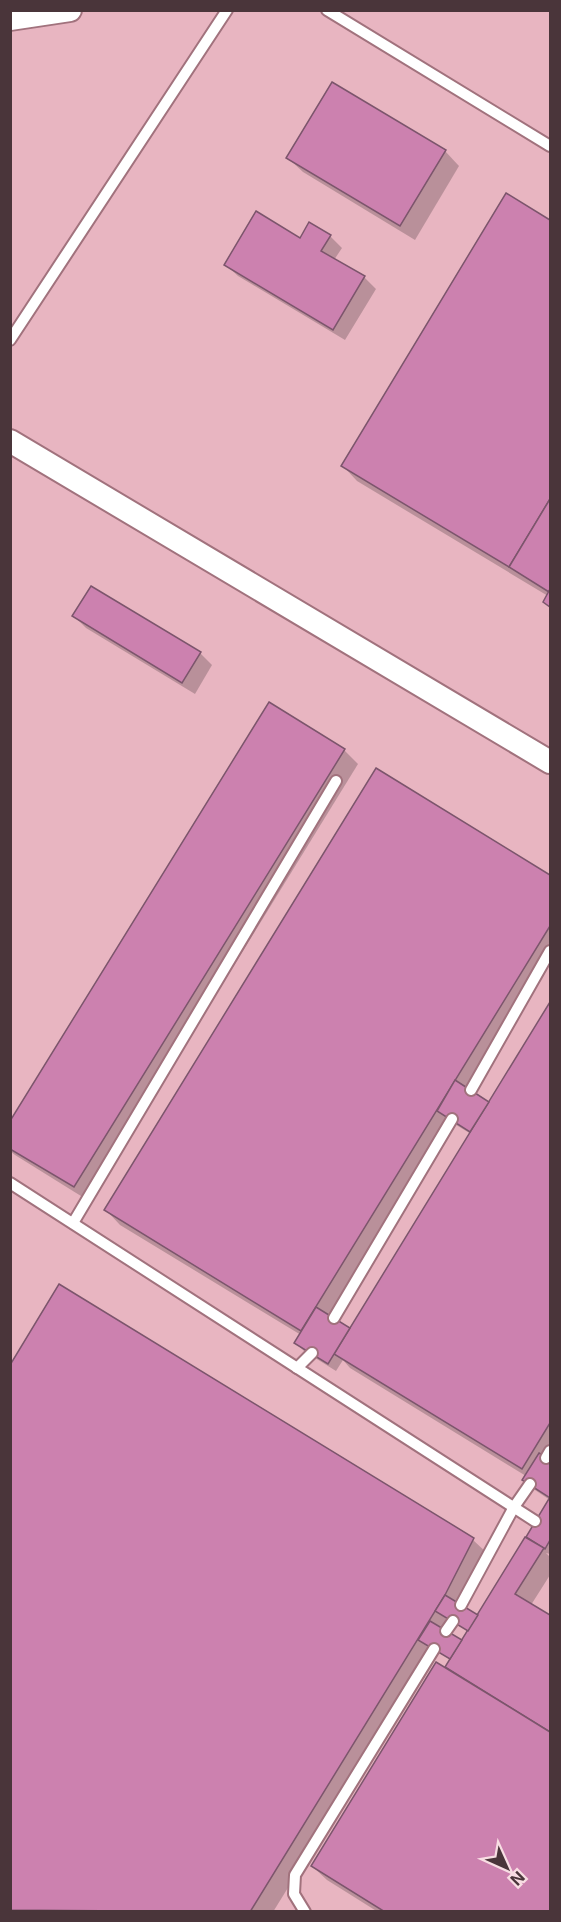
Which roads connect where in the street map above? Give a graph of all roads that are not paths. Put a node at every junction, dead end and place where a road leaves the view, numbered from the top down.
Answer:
1 (70, 10) edge
2 (227, 10) edge
3 (327, 10) edge
4 (10, 19) edge
5 (550, 146) edge
6 (10, 340) edge
7 (10, 441) edge
8 (550, 762) edge
9 (336, 780) dead end
10 (550, 951) edge
11 (471, 1090) dead end
12 (452, 1119) dead end
13 (10, 1183) edge
14 (73, 1223) junction
15 (334, 1318) dead end
16 (312, 1353) dead end
17 (297, 1368) junction
18 (530, 1484) dead end
19 (514, 1507) junction
20 (535, 1521) dead end
21 (461, 1605) dead end
22 (453, 1621) dead end
23 (446, 1631) dead end
24 (434, 1649) dead end
25 (304, 1911) edge

1 - 4 street
2 - 6 lane
3 - 5 lane
7 - 8 street
9 - 14 lane
10 - 11 lane
12 - 15 lane
13 - 14 lane
14 - 17 lane
16 - 17 lane
17 - 19 lane
18 - 19 lane
19 - 20 lane
19 - 21 lane
22 - 23 lane
24 - 25 lane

Your assignment: In your copy, repeat each record exactly and include no pictures.

Solved exercise:
Which roads connect where in the street map above? Give a graph of all roads that are not paths. Put a node at every junction, dead end and place where a road leaves the view, numbered from the top down.
Answer:
1 (70, 10) edge
2 (227, 10) edge
3 (327, 10) edge
4 (10, 19) edge
5 (550, 146) edge
6 (10, 340) edge
7 (10, 441) edge
8 (550, 762) edge
9 (336, 780) dead end
10 (550, 951) edge
11 (471, 1090) dead end
12 (452, 1119) dead end
13 (10, 1183) edge
14 (73, 1223) junction
15 (334, 1318) dead end
16 (312, 1353) dead end
17 (297, 1368) junction
18 (530, 1484) dead end
19 (514, 1507) junction
20 (535, 1521) dead end
21 (461, 1605) dead end
22 (453, 1621) dead end
23 (446, 1631) dead end
24 (434, 1649) dead end
25 (304, 1911) edge

1 - 4 street
2 - 6 lane
3 - 5 lane
7 - 8 street
9 - 14 lane
10 - 11 lane
12 - 15 lane
13 - 14 lane
14 - 17 lane
16 - 17 lane
17 - 19 lane
18 - 19 lane
19 - 20 lane
19 - 21 lane
22 - 23 lane
24 - 25 lane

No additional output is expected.